EZH2: biology, disease, and structure-based drug discovery

Abstract

EZH2 is the catalytic subunit of the polycomb repressive complex 2 (PRC2), which is a highly conserved histone methyltransferase that methylates lysine 27 of histone 3. Overexpression of EZH2 has been found in a wide range of cancers, including those of the prostate and breast. In this review, we address the current understanding of the oncogenic role of EZH2, including its PRC2-dependent transcriptional repression and PRC2-independent gene activation. We also discuss the connections between EZH2 and other silencing enzymes, such as DNA methyltransferase and histone deacetylase. We comprehensively address the architecture of the PRC2 complex and the crucial roles of each subunit. Finally, we summarize new progress in developing EZH2 inhibitors, which could be a new epigenetic therapy for cancers.

Figure 1

Possible architecture of the PRC2 complex. (A) Models of the fly and human PRC2 complexes. The subunits and interactions between them are shown. (B) Domain organizations of each subunit in the human PRC2 complex.
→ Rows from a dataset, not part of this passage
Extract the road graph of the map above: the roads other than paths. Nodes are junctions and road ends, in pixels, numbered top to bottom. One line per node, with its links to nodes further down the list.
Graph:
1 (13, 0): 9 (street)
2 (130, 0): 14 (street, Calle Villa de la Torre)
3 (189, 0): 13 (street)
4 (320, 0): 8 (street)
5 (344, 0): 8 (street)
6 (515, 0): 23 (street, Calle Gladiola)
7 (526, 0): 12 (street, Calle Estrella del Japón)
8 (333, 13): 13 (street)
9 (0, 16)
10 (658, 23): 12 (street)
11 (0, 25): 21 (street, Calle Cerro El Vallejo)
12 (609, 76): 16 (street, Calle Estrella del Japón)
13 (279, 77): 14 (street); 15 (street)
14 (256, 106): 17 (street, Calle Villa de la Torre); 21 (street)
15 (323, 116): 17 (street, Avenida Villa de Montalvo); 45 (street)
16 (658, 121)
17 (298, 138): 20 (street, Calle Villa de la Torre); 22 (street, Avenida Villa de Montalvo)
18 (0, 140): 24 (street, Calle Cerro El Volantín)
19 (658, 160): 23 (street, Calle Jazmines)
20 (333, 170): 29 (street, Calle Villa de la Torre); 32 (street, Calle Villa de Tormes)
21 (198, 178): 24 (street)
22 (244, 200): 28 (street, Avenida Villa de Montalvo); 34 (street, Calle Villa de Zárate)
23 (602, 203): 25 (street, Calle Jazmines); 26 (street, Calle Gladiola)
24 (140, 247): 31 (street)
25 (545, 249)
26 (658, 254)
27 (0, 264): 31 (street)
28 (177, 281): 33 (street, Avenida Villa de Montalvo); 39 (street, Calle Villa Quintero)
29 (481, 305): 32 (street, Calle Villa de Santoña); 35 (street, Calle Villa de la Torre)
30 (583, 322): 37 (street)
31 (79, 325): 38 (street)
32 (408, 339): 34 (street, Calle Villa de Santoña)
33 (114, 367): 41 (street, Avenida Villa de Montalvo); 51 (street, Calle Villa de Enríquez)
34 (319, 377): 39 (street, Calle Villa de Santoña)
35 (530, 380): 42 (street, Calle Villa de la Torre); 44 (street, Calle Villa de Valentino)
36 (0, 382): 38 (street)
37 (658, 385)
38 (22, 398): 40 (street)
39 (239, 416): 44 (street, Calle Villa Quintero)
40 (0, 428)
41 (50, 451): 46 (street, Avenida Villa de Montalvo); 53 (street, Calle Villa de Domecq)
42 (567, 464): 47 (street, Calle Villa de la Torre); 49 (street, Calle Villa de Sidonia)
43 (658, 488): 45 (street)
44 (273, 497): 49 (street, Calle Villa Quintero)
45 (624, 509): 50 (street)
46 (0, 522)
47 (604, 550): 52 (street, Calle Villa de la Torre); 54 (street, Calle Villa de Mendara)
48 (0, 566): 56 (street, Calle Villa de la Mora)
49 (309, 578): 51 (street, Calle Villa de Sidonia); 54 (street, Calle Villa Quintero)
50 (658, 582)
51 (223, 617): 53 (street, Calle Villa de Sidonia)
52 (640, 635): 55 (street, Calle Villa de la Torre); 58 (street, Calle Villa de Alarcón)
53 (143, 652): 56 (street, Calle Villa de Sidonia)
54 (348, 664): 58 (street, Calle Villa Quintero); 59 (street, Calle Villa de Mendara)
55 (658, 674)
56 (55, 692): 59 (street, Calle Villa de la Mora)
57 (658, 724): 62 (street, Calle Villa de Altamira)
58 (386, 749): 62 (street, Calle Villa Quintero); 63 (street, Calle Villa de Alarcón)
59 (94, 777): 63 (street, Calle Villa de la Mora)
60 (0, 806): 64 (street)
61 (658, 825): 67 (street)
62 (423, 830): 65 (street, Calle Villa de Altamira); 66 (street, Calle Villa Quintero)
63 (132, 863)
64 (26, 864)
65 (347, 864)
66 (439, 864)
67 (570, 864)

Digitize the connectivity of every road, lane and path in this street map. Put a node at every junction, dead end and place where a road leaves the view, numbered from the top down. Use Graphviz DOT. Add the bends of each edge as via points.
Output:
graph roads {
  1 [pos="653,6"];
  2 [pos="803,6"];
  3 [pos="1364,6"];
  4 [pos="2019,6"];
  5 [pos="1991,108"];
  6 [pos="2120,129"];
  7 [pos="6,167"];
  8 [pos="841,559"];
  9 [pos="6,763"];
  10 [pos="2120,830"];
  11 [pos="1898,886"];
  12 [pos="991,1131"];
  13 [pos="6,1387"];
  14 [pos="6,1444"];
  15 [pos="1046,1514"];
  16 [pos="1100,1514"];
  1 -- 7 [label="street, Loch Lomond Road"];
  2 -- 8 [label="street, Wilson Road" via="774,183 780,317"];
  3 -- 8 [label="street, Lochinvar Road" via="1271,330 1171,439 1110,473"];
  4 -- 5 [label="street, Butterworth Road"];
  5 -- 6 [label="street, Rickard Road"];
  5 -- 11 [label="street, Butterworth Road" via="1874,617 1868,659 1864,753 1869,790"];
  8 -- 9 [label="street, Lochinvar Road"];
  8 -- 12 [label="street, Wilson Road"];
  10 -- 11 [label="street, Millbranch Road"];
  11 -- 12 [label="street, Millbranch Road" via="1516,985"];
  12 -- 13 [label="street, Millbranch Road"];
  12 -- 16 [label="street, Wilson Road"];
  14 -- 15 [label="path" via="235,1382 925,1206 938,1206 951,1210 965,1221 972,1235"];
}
Domain “1”, binding region for PHF1 in human cells and PCL in flies; domain “2”, binding region for SUZ12; CXC, cysteine-rich domain; SANT, domain that allows chromatin remodeling protein to interact with histones; SET, catalytic domain of EZH2; VEFS, VRN2-EMF2-FIS2-SUZ12 domain; WD, WD-40 domain; WDB, WD-40 binding domain; Zn, Zn-finger region.

Figure 2

A model for the collaboration of epigenetic silencing enzymes, including core of the PRC2 complex, DNA methyltransferase (DNMT), and histone deacetylase (HDAC). In this model, if K27 is pre-acetylated, HDAC may first deacetylates it, and then the target genes are silenced through the methylation of K27 by PRC2. DNMTs may also be recruited by PRC2, and after methylating CpG DNA of target genes, making the chromatin state more deeply silenced. Ac, acetylation; and Me, methylation.

Figure 3

A model of the EZH2 functional switch from a polycomb repressor to a transcriptional activator in castration-resistant prostate cancer. PI3K/AKT pathway activation can lead to phosphorylation of EZH2 at Ser21. This phosphorylation event shifts EZH2 from a transcriptional repressor associated with PRC2 to a transcriptional co-activator cooperating with AR, using an intact SET methyltransferase domain.

Figure 4

Crystal structures of EED complexes or NURF-55 complexes. (A) The EZH2 N-terminal peptide (residues 39-68) binding to the bottom of the EED WD domain (PDB code: 2QXV). (B) H3K27me3 binding to an aromatic cage (top) on EED (PDB code: 3IIW). (C) Side view of the EED structure for comparing the binding of the EZH2 peptide and H3K27me3. (D) SU(Z)12 N-terminal peptide (residues 79-91) binding to the S/H-site of NURF-55 (PDB code: 2YBA). (E) Histone H31-19 peptide binding to the C-site of NURF-55 (PDB code: 2YB8).

Figure 5

Structure-based sequence alignment of selected SET domains containing histone methyltransferase. The alignment includes Clr4 (NP_595186), Dim5 (AAL35215), SUV39h1 (NP_003164), G9a (S30385), EZH2 (NP_004447), SET7/9 (NP_085151), SET8 (NP_065115), and vSET (AAC96946). The conserved sequence are highlighted with green boxes. Abbreviations: Hs, Homo sapiens; Nc, Neurospora crassa; Sp, Schizosaccharomyces pombe. The catalytic sites are indicated with star, and mutations of Y641 and A677 are indicated with triangles.

Figure 6

Structures of the protein methyltransferase SET domain. Zinc atoms are shown in grey spheres. (A) Clr4_Sp (PDB code: 1MVX). (B) Dim5_Nc complexed with H3K9 (pink sticks) and SAH (yellow sticks) (PDB code: 1PEG). (C) SET7/9_Hs complexed with H3K9 peptide and SAH (PDB code: 1O9S). (D) G9a-like protein methyltransferase complexed with BIX-01294 (cyan sticks) and SAH (PDB code: 3FPD). (E) SET8 complex with SAH (PDB code: 1ZKK). (F) vSET from virus complexed with peptide and SAH (PDB code: 2G46).

Figure 7

PRC2 subunit composition and modes of inhibition. Three types of inhibitors are indicated: SAM competitive inhibitors, SAH, and DZNep as an SAH hydrolase inhibitor.